Can anyone point me to either a better way to get my expected result or an explanation as to why I'm getting these results?

Solution

[char[]] (32..255) | Set-Content outfile.txt

In Windows PowerShell this will create an "ANSI"-encoded file. The term "ANSI" encoding is an umbrella term for the set of fixed-width, single-byte, 8-bit encodings on Windows that are a superset of ASCII encoding. The specific "ANSI" encoding that is used is implied by the code page associated with the legacy system locale in effect on your system^[1]; e.g., Windows-1252 on US-English systems.

^{See the bottom section for why "ANSI" encoding should be avoided.}

If you were to do the same thing in PowerShell (Core) 7+, you'd get a UTF-8-encoded file without a BOM, which is the best encoding to use for cross-platform and cross-locale compatibility.

In Windows PowerShell, adding -Encoding utf8 would give you an UTF-8 file too, but with a BOM.^[2]
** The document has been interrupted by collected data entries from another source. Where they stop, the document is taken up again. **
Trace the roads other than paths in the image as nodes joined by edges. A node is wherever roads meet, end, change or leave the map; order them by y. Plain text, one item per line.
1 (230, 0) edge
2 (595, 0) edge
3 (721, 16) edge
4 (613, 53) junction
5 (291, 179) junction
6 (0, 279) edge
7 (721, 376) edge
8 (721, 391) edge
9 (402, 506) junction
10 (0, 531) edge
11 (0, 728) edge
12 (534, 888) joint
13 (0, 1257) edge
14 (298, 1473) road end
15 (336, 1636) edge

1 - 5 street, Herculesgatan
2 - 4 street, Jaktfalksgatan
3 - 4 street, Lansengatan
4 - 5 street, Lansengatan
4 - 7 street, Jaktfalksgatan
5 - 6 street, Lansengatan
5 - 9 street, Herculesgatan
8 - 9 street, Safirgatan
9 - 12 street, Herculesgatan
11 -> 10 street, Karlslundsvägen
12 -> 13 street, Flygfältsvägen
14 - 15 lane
If you used -Encoding Unicode or simply used redirection operator > or Out-File, you'd get a UTF-16LE-encoded file.
(In PowerShell (Core), by contrast, > produces BOM-less UTF-8 by default, because the latter is the consistently applied default encoding).

^{Note: With strings and numbers, Set-Content and > / Out-File can be used interchangeably (encoding differences in Windows PowerShell aside); for other types, only > / Out-File produces meaningful representations, albeit suitable only for human eyeballs, not programmatic processing - see this answer for more.}

ASCII code points are limited to 7-bit values, i.e., the range 0x0 - 0x7f (127).
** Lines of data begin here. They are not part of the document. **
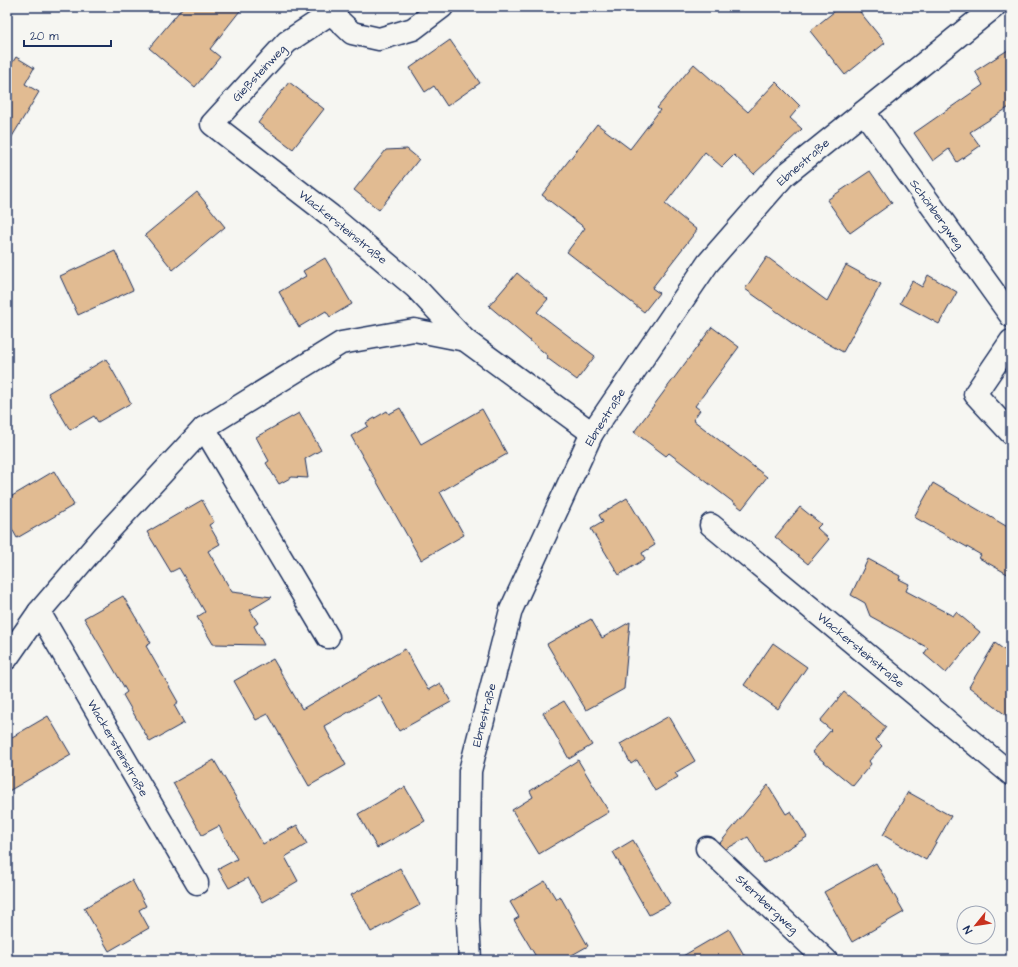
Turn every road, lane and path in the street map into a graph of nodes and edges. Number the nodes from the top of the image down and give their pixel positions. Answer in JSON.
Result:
{"nodes":[{"id":1,"x":442,"y":7,"type":"edge"},
{"id":2,"x":994,"y":7,"type":"edge"},
{"id":3,"x":330,"y":10,"type":"edge"},
{"id":4,"x":864,"y":112,"type":"junction"},
{"id":5,"x":212,"y":124,"type":"joint"},
{"id":6,"x":1011,"y":316,"type":"edge"},
{"id":7,"x":464,"y":340,"type":"junction"},
{"id":8,"x":1011,"y":341,"type":"edge"},
{"id":9,"x":204,"y":428,"type":"junction"},
{"id":10,"x":592,"y":433,"type":"junction"},
{"id":11,"x":1011,"y":433,"type":"edge"},
{"id":12,"x":711,"y":525,"type":"dead end"},
{"id":13,"x":39,"y":612,"type":"junction"},
{"id":14,"x":328,"y":637,"type":"dead end"},
{"id":15,"x":7,"y":658,"type":"edge"},
{"id":16,"x":1011,"y":774,"type":"edge"},
{"id":17,"x":707,"y":848,"type":"dead end"},
{"id":18,"x":197,"y":883,"type":"dead end"},
{"id":19,"x":470,"y":960,"type":"edge"},
{"id":20,"x":826,"y":960,"type":"edge"}],
"edges":[{"from":1,"to":3,"type":"street","name":"Gießsteinweg"},
{"from":2,"to":4,"type":"street","name":"Ebnestraße"},
{"from":3,"to":5,"type":"street","name":"Gießsteinweg"},
{"from":4,"to":6,"type":"street","name":"Schönbergweg"},
{"from":4,"to":10,"type":"street","name":"Ebnestraße"},
{"from":5,"to":7,"type":"street","name":"Wackersteinstraße"},
{"from":7,"to":9,"type":"street","name":"Wackersteinstraße"},
{"from":7,"to":10,"type":"street","name":"Wackersteinstraße"},
{"from":8,"to":11,"type":"street"},
{"from":9,"to":13,"type":"street","name":"Wackersteinstraße"},
{"from":9,"to":14,"type":"street"},
{"from":10,"to":19,"type":"street","name":"Ebnestraße"},
{"from":12,"to":16,"type":"street","name":"Wackersteinstraße"},
{"from":13,"to":15,"type":"street","name":"Wackersteinstraße"},
{"from":13,"to":18,"type":"street","name":"Wackersteinstraße"},
{"from":17,"to":20,"type":"street","name":"Sternbergweg"}]}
Therefore, your input values 128 - 255 cannot be represented as ASCII characters, and using -Encoding ASCII results in invalid input characters getting replaced with literal ? characters (code point 0x3f / 63), resulting in loss of information.

Important:

In memory, casting numbers such as 32 (0x20) or 255 (0xFF) to [char] (System.Char) instances causes the numbers to be interpreted as UTF-16 code units, representing Unicode characters^[3] such as U+0020 and U+00FF as 2-byte sequences using the native byte order, because that's what characters are in .NET.
Similarly, instances of the .NET [string] type System.String are sequences of one or more [char] instances.

On output to a file or during serialization, re-encoding of these UTF-16 strings may occur, depending on the implied or specified output encoding.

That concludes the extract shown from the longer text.